Cambridge, UK - 27-30 August 2014

Simplify and Popularize Scientific Data Management Using RQL

Alain Leufroy

Abstract

Multimodal and multi-source data are a growing concern for scientists, due to the increase of datasets size and availability. Indeed, they deal with different results coming from experimental data, simulation data or data from databases (e.g. Open Data).

There are already Python tools and libraries which can exploit each of these data (scipy, numpy, pandas, scikit-learn), but combining several of them cannot be done easily without adding a complexity layer.

The two major steps while working with complex scientific data are:

  • modeling the related meta-data (e.g. experiment descriptors such as subject's age in medical studies) that reflect the high-level business logic;
  • importing and storing data in a database.

A common choice is to use a relational database, which allows for complex and in-depth queries, via the SQL language. A model targeting a relational database usually induces an overhead, i.e. forces the user to manipulate objects that are not directly related to the original data model, but that are rather related to the underlying physical structure of the relational database.
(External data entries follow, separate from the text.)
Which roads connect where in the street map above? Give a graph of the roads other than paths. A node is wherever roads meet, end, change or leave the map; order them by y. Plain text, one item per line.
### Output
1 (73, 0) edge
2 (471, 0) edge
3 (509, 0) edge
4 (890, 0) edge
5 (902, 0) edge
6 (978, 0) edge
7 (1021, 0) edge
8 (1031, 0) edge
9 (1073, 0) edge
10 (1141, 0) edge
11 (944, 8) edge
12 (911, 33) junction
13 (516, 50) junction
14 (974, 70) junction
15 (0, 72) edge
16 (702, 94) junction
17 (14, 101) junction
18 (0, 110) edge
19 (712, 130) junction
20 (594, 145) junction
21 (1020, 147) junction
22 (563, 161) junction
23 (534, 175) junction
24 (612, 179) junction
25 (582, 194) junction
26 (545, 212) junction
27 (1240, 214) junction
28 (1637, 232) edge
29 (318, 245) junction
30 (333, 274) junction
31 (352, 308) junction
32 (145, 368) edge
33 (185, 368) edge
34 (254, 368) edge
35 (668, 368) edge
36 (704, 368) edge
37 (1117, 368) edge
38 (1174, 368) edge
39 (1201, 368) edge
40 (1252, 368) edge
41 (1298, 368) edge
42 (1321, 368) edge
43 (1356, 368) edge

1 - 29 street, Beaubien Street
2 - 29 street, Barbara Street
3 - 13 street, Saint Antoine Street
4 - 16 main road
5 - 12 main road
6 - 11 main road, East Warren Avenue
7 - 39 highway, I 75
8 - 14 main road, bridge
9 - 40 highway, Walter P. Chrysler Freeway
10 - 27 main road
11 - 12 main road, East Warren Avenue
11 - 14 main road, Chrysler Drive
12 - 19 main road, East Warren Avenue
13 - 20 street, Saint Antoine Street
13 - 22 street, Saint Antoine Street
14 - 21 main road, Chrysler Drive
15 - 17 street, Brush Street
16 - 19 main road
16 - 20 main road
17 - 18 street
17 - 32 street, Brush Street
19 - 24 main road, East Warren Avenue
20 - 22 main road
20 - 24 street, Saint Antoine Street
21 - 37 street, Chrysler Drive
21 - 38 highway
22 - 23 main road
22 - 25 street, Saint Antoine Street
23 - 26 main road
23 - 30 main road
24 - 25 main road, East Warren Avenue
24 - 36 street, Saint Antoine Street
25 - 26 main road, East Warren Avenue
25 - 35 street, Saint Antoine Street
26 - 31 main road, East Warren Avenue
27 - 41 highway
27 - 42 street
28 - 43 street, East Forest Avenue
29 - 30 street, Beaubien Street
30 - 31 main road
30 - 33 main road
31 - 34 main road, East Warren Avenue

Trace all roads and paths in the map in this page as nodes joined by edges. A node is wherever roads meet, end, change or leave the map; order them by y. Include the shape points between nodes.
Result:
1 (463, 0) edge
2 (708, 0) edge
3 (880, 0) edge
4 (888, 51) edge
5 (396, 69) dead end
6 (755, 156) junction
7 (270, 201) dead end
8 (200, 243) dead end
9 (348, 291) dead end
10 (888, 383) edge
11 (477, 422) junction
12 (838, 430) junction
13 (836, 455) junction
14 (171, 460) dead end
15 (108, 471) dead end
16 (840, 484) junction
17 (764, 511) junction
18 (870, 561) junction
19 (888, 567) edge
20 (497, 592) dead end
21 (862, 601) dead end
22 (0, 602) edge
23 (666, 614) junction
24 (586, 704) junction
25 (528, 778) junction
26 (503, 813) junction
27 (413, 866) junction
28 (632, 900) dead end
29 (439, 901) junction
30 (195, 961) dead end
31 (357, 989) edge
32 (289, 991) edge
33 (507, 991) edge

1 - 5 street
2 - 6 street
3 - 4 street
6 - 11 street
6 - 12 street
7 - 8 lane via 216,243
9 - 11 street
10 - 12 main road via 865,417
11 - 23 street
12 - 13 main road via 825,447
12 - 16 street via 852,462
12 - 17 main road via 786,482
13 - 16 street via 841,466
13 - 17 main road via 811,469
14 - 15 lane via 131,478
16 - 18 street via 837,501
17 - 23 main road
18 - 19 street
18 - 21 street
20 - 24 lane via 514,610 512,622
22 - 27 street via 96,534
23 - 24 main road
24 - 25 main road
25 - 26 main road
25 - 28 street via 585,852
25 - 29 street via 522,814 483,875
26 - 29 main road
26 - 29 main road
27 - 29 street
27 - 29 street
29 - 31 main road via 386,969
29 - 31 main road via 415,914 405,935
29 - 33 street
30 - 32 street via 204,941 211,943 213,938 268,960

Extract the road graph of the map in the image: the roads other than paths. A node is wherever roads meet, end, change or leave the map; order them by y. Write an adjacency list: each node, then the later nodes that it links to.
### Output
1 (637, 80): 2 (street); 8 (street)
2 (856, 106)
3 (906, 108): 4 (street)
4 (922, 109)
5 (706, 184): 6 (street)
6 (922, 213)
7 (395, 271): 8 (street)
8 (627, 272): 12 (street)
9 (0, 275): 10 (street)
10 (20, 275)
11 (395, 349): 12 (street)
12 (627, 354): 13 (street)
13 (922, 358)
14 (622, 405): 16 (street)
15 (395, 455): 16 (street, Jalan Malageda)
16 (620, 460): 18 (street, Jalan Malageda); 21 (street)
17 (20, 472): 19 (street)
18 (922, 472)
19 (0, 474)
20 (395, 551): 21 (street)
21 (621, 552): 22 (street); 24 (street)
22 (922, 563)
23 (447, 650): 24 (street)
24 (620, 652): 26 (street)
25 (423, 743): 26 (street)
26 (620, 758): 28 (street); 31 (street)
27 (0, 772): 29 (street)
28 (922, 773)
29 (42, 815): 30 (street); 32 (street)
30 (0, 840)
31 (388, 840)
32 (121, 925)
We present here Python tools which avoid this overhead by using (1) the YAMS schema library [1] for data modeling and (2) the RQL query language [2]. This language brings several advantages compared to SQL, including human-readable queries closer to the business logic, type inference and abstraction of the database structure. Both tools allow the scientist to import massive data from several sources with a few lines of Python, and do not require advanced technical skills. They allow the scientist to stay focused on data analysis rather than waste time on data access machinery. The tools will be illustrated with Brainomics, a medical data project.

Let's see an example:

"Query all the scans of male subjects"

Any X WHERE X is Scan, X concerns S, S is Subject, S gender "male"

See more examples on Brainomics website

[1] Yet Another Magic Schema

[2] Relation Query Language

NOTE: put this text in the field "Additional Notes"

Brainomics is an open-source solution to manage brain imaging datasets, genomic datasets and associated meta-data. This project is supported by grants from the French National Research Agency (ANR IA BRAINOMICS; ANR-10-BINF-04).